Azolla’s life-cycle. A unique biological system for Livestock Feed

The Azolla Superorganism: A unique biological system

The Azolla Superorganism

The azolla-anabaena symbiosis has been called a superorganism that combines the individual talents of two very different organisms. The cyanobacterium anabaena evolved during the early history of the Earth more than three billion years ago when the planet’s atmosphere was devoid of oxygen. The other organism is the fern azolla.

Azolla’s floating leaves contain cavities that provide a microenvironment for anabaena which draws down up to 1000 kg of atmospheric nitrogen per acre per year. The nitrogen provides a natural fertilizer for azolla’s growth, freeing the plant from its reliance on soil and enabling it to grow free-floating on freshwater bodies

 

The azolla-anabaena superorganism is unique. We know of no other symbiotic relationship in which a cyanobacterium and plant pass down together during reproduction from generation to generation. A few other plants have a symbiotic relationship with cyanobacteria, including some cycads and the anthophyte Gunnera, but the relationship has to be renewed each generation; it is broken after the plant dies and new cyanobacteria must re-colonize the plants in order to continue the relationship.

In contrast, azolla and anabaena are never apart; they have not been separated for almost a hundred million of years. They have evolved together continuously during this immense period of time as the Earth’s climate changed from a greenhouse world to the present phase of glacial-interglacial cycles.

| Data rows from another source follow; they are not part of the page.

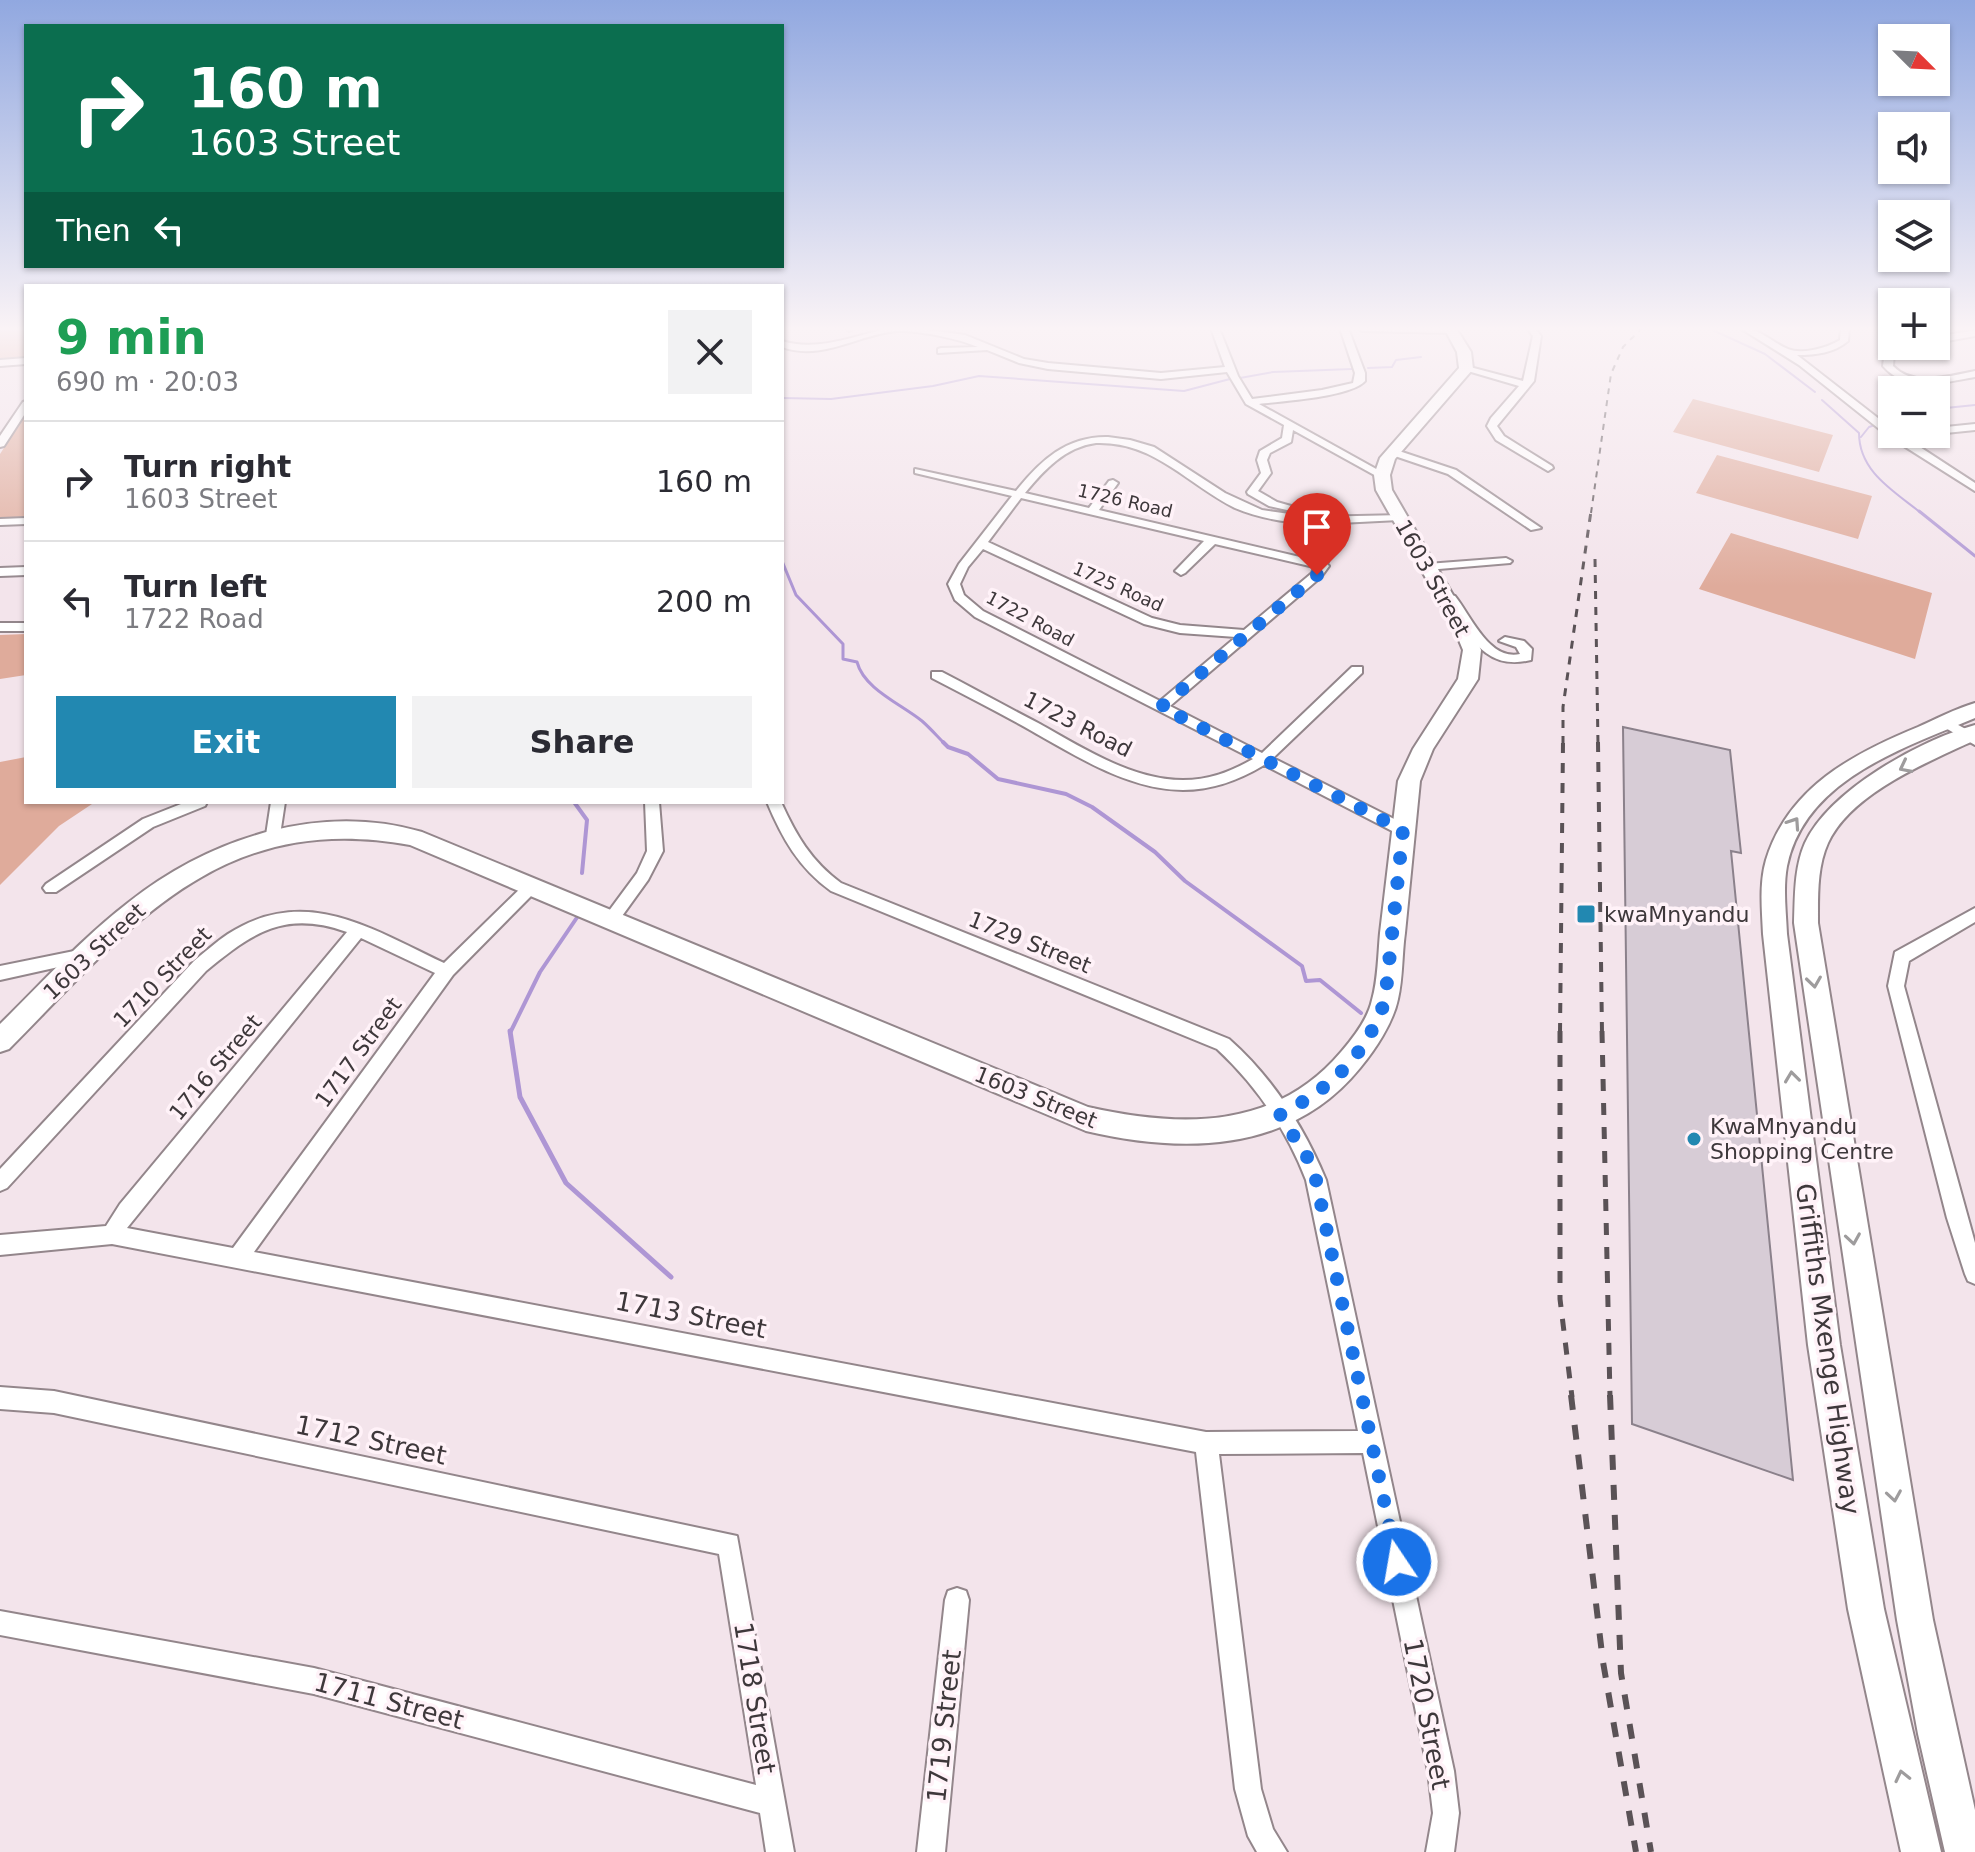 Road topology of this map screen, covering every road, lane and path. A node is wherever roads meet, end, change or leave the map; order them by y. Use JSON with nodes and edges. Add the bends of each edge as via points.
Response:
{"nodes":[{"id":1,"x":19,"y":414,"type":"edge"},
{"id":2,"x":1271,"y":414,"type":"edge"},
{"id":3,"x":1426,"y":414,"type":"edge"},
{"id":4,"x":1499,"y":414,"type":"edge"},
{"id":5,"x":1289,"y":425,"type":"junction"},
{"id":6,"x":1975,"y":427,"type":"edge"},
{"id":7,"x":1950,"y":430,"type":"edge"},
{"id":8,"x":0,"y":444,"type":"edge"},
{"id":9,"x":1914,"y":448,"type":"edge"},
{"id":10,"x":1393,"y":452,"type":"junction"},
{"id":11,"x":1548,"y":468,"type":"dead end"},
{"id":12,"x":919,"y":471,"type":"dead end"},
{"id":13,"x":1382,"y":475,"type":"junction"},
{"id":14,"x":1113,"y":483,"type":"dead end"},
{"id":15,"x":1975,"y":488,"type":"edge"},
{"id":16,"x":1020,"y":495,"type":"junction"},
{"id":17,"x":1092,"y":512,"type":"junction"},
{"id":18,"x":1399,"y":517,"type":"junction"},
{"id":19,"x":24,"y":521,"type":"edge"},
{"id":20,"x":1318,"y":521,"type":"junction"},
{"id":21,"x":0,"y":522,"type":"edge"},
{"id":22,"x":1535,"y":528,"type":"dead end"},
{"id":23,"x":1212,"y":540,"type":"junction"},
{"id":24,"x":982,"y":544,"type":"junction"},
{"id":25,"x":1506,"y":561,"type":"dead end"},
{"id":26,"x":1323,"y":566,"type":"junction"},
{"id":27,"x":1427,"y":567,"type":"junction"},
{"id":28,"x":24,"y":571,"type":"edge"},
{"id":29,"x":1181,"y":571,"type":"dead end"},
{"id":30,"x":0,"y":572,"type":"edge"},
{"id":31,"x":1443,"y":593,"type":"junction"},
{"id":32,"x":0,"y":627,"type":"edge"},
{"id":33,"x":24,"y":627,"type":"edge"},
{"id":34,"x":1247,"y":634,"type":"junction"},
{"id":35,"x":1505,"y":641,"type":"dead end"},
{"id":36,"x":1357,"y":670,"type":"dead end"},
{"id":37,"x":937,"y":675,"type":"dead end"},
{"id":38,"x":1161,"y":707,"type":"junction"},
{"id":39,"x":1968,"y":728,"type":"edge"},
{"id":40,"x":1263,"y":760,"type":"junction"},
{"id":41,"x":195,"y":804,"type":"edge"},
{"id":42,"x":278,"y":804,"type":"edge"},
{"id":43,"x":652,"y":804,"type":"edge"},
{"id":44,"x":775,"y":804,"type":"edge"},
{"id":45,"x":1403,"y":830,"type":"junction"},
{"id":46,"x":273,"y":835,"type":"junction"},
{"id":47,"x":532,"y":886,"type":"junction"},
{"id":48,"x":51,"y":888,"type":"dead end"},
{"id":49,"x":1975,"y":914,"type":"edge"},
{"id":50,"x":611,"y":919,"type":"junction"},
{"id":51,"x":357,"y":931,"type":"junction"},
{"id":52,"x":90,"y":954,"type":"junction"},
{"id":53,"x":446,"y":971,"type":"junction"},
{"id":54,"x":0,"y":973,"type":"edge"},
{"id":55,"x":0,"y":1041,"type":"edge"},
{"id":56,"x":1280,"y":1115,"type":"junction"},
{"id":57,"x":0,"y":1182,"type":"edge"},
{"id":58,"x":1966,"y":1219,"type":"edge"},
{"id":59,"x":112,"y":1235,"type":"junction"},
{"id":60,"x":0,"y":1245,"type":"edge"},
{"id":61,"x":238,"y":1258,"type":"junction"},
{"id":62,"x":1975,"y":1274,"type":"edge"},
{"id":63,"x":0,"y":1398,"type":"edge"},
{"id":64,"x":1371,"y":1442,"type":"junction"},
{"id":65,"x":1206,"y":1443,"type":"junction"},
{"id":66,"x":729,"y":1544,"type":"joint"},
{"id":67,"x":957,"y":1600,"type":"dead end"},
{"id":68,"x":0,"y":1623,"type":"edge"},
{"id":69,"x":772,"y":1803,"type":"junction"},
{"id":70,"x":780,"y":1852,"type":"edge"},
{"id":71,"x":931,"y":1852,"type":"edge"},
{"id":72,"x":1273,"y":1852,"type":"edge"},
{"id":73,"x":1440,"y":1852,"type":"edge"},
{"id":74,"x":1921,"y":1852,"type":"edge"},
{"id":75,"x":1965,"y":1852,"type":"edge"}],
"edges":[{"from":1,"to":8,"type":"street"},
{"from":2,"to":5,"type":"street"},
{"from":3,"to":10,"type":"street"},
{"from":4,"to":11,"type":"street","via":[[1493,430],[1500,438]]},
{"from":5,"to":13,"type":"street"},
{"from":5,"to":20,"type":"street","via":[[1287,440],[1265,451],[1267,471],[1252,492]]},
{"from":6,"to":7,"type":"street"},
{"from":9,"to":15,"type":"street"},
{"from":10,"to":13,"type":"street"},
{"from":10,"to":22,"type":"street","via":[[1452,472]]},
{"from":12,"to":16,"type":"street","name":"1726 Road"},
{"from":13,"to":18,"type":"street","name":"1603 Street"},
{"from":14,"to":17,"type":"street"},
{"from":16,"to":17,"type":"street","name":"1726 Road"},
{"from":16,"to":20,"type":"street","name":"1722 Road","via":[[1064,449],[1091,440],[1115,440],[1156,450],[1246,508]]},
{"from":16,"to":24,"type":"street","name":"1722 Road"},
{"from":17,"to":23,"type":"street","name":"1726 Road"},
{"from":18,"to":20,"type":"street","name":"1722 Road"},
{"from":18,"to":27,"type":"street","name":"1603 Street"},
{"from":19,"to":21,"type":"street"},
{"from":20,"to":26,"type":"street","via":[[1325,545]]},
{"from":23,"to":26,"type":"street","name":"1726 Road"},
{"from":23,"to":29,"type":"street"},
{"from":24,"to":34,"type":"street","name":"1725 Road","via":[[1159,625]]},
{"from":24,"to":38,"type":"street","name":"1722 Road","via":[[954,584],[970,608]]},
{"from":25,"to":27,"type":"street"},
{"from":26,"to":34,"type":"street"},
{"from":27,"to":31,"type":"street","name":"1603 Street"},
{"from":28,"to":30,"type":"street"},
{"from":31,"to":35,"type":"street","via":[[1492,655],[1505,660],[1526,657],[1520,644]]},
{"from":31,"to":45,"type":"street","name":"1603 Street","via":[[1468,638],[1473,663],[1460,694],[1413,767]]},
{"from":32,"to":33,"type":"street"},
{"from":34,"to":38,"type":"street"},
{"from":36,"to":40,"type":"street","name":"1723 Road"},
{"from":37,"to":40,"type":"street","name":"1723 Road","via":[[1138,779],[1186,786],[1221,782]]},
{"from":38,"to":40,"type":"street","name":"1722 Road"},
{"from":74,"to":39,"type":"street","name":"Griffiths Mxenge Highway","one_way":true,"via":[[1866,1609],[1824,1345],[1773,891],[1786,835],[1818,793],[1853,766]]},
{"from":39,"to":75,"type":"street","name":"Griffiths Mxenge Highway","one_way":true,"via":[[1864,790],[1822,832],[1808,876],[1806,923],[1909,1590]]},
{"from":40,"to":45,"type":"street","name":"1722 Road"},
{"from":41,"to":48,"type":"street","via":[[148,823]]},
{"from":42,"to":46,"type":"street"},
{"from":43,"to":50,"type":"street","via":[[655,851]]},
{"from":44,"to":56,"type":"street","name":"1729 Street","via":[[798,854],[836,887],[1223,1044],[1240,1057]]},
{"from":45,"to":56,"type":"street","name":"1603 Street","via":[[1385,1001],[1376,1023],[1346,1068],[1315,1096]]},
{"from":46,"to":47,"type":"street","name":"1603 Street","via":[[334,827],[385,830]]},
{"from":46,"to":52,"type":"street","name":"1603 Street","via":[[180,879],[136,909]]},
{"from":47,"to":50,"type":"street","name":"1603 Street"},
{"from":47,"to":53,"type":"street","name":"1717 Street"},
{"from":49,"to":58,"type":"street","via":[[1910,949],[1897,971],[1900,1006]]},
{"from":50,"to":56,"type":"street","name":"1603 Street","via":[[1115,1127],[1217,1132]]},
{"from":51,"to":53,"type":"street","name":"1710 Street"},
{"from":51,"to":57,"type":"street","name":"1710 Street","via":[[331,919],[294,915],[251,925],[226,940]]},
{"from":51,"to":59,"type":"street","name":"1716 Street","via":[[127,1210]]},
{"from":52,"to":54,"type":"street"},
{"from":52,"to":55,"type":"street","name":"1603 Street"},
{"from":53,"to":61,"type":"street","name":"1717 Street"},
{"from":56,"to":64,"type":"street","name":"1720 Street","via":[[1316,1180]]},
{"from":58,"to":62,"type":"street"},
{"from":59,"to":60,"type":"street","name":"1713 Street"},
{"from":59,"to":61,"type":"street","name":"1713 Street"},
{"from":61,"to":65,"type":"street","name":"1713 Street"},
{"from":63,"to":66,"type":"street","name":"1712 Street","via":[[54,1402]]},
{"from":64,"to":65,"type":"street","name":"1713 Street"},
{"from":64,"to":73,"type":"street","name":"1720 Street","via":[[1441,1771],[1446,1813]]},
{"from":65,"to":72,"type":"street","via":[[1248,1789],[1262,1836]]},
{"from":66,"to":69,"type":"street","name":"1718 Street"},
{"from":67,"to":71,"type":"street","name":"1719 Street"},
{"from":68,"to":69,"type":"street","name":"1711 Street","via":[[314,1681]]},
{"from":69,"to":70,"type":"street","name":"1718 Street"}]}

Azolla’s morphology is unlike that of other ferns and, in particular, its leaf structure has evolved to provide an environment that is ideal for anabaena. Azolla’s life cycle also makes it possible for anabaena to pass uninterrupted from one generation of azolla to the next. This has enabled the two organisms to evolve continuously together for 80 million years, a relationship unknown elsewhere on the planet.

Azolla’s leaves occur in two rows along each side of the plant’s stem. Each leaf has a very thin ventral lobe and a thick, greenish or reddish photosynthetic dorsal lobe containing a cavity that is the key to the azolla and anabaena symbiosis.

 

The centre of the cavity is filled with a gas or liquid and the bacteria are immobilized in the peripheral area of the cavity by a mucilaginous fibrillar network (Carrapiço 1991, 2002, 2010).

Azolla’s leaf cavities provide an ideal micro-environment for the heterocyst-forming nitrogen-fixing filamentous bacterium Anabaena azollae.

This is the key to azolla’s ability to sequester enormous amounts of atmospheric CO2.

Azolla’s life-cycle

Unlike plant-cyanobacterial symbioses in vascular plants, the azolla-anabaena symbiotic system is sustained throughout the fern’s life cycle, where the cyanobacterium and bacteria are always present (Carrapiço, 2010), either in the dorsal lobe leaf cavities or in the sexual structures (sporocarps) (Carrapiço, 1991, 2002). The azolla plants are never infected de novo, since anabaena is transferred between generations as akinete inocula (Carrapiço, 2010). This maintains continuity of the symbiosis during sexual reproduction, summarized in Peters & Meeks (1989). During azolla’s sporulation, filaments of anabaena are packaged into the developing sporocarps. As sporocarp gender is determined later in azolla’s development, anabaena is present in both the megasporocarps and microsporocarps, but anabaena is only maintained by the megasporocarps, thus maintaining the symbiotic continuity.

Notes on Natural Enemies

Host records from around the globe show that the genus Azolla is attacked by generalist herbivores and that very few specialist insect species have evolved on these plants (Hill, 1997). However, four beetle species, the weevils Stenopelmus rufinasus and S. brunneus and the two flea beetles Pseudolampsis guttata and P. darwinii, appear to have specialised on the genus Azolla (Richerson and Grigarick, 1967; Habeck, 1979; Hill, 1999) and were identified as potential biological control agents for A. filiculoides in South Africa (Hill, 1997). Following host range testing,Stenopelmus rufinasus was released in 1997 as a biocontrol of A. filiculoides in South Africa (McConnachie et al., 2004).

Other bacterial symbionts

Azolla’s leaf cavity provides an ideal micro-environment for a bacterial community that includes various strains of the genera Anthrobacter, Corynobacterium and Agrobacterium plus the heterocyst-forming nitrogen-fixing filamentous bacterium Anabaena azollae.

Other bacteria are present in azolla’s leaf cavities and include Arthrobacter which commonly occurs in soils.  Like anabaena, these bacteria also occur throughout azolla’s life cycle and have a developmental pattern that is identical to that of anabaena (Forni et al., 1990; Van Hove, 1989; Carrapiço, 1991). Their role in the symbiosis is not yet fully understood, but the present data indicate that anabaena is the only bacterial symbiont of azolla that fixes nitrogen.

The free-living species Arthrobacter chlorophenolicus is capable of degrading high concentrations of 4-chlorophenol, indicating its potential use for bioremediation (Westerberg et al., 2000).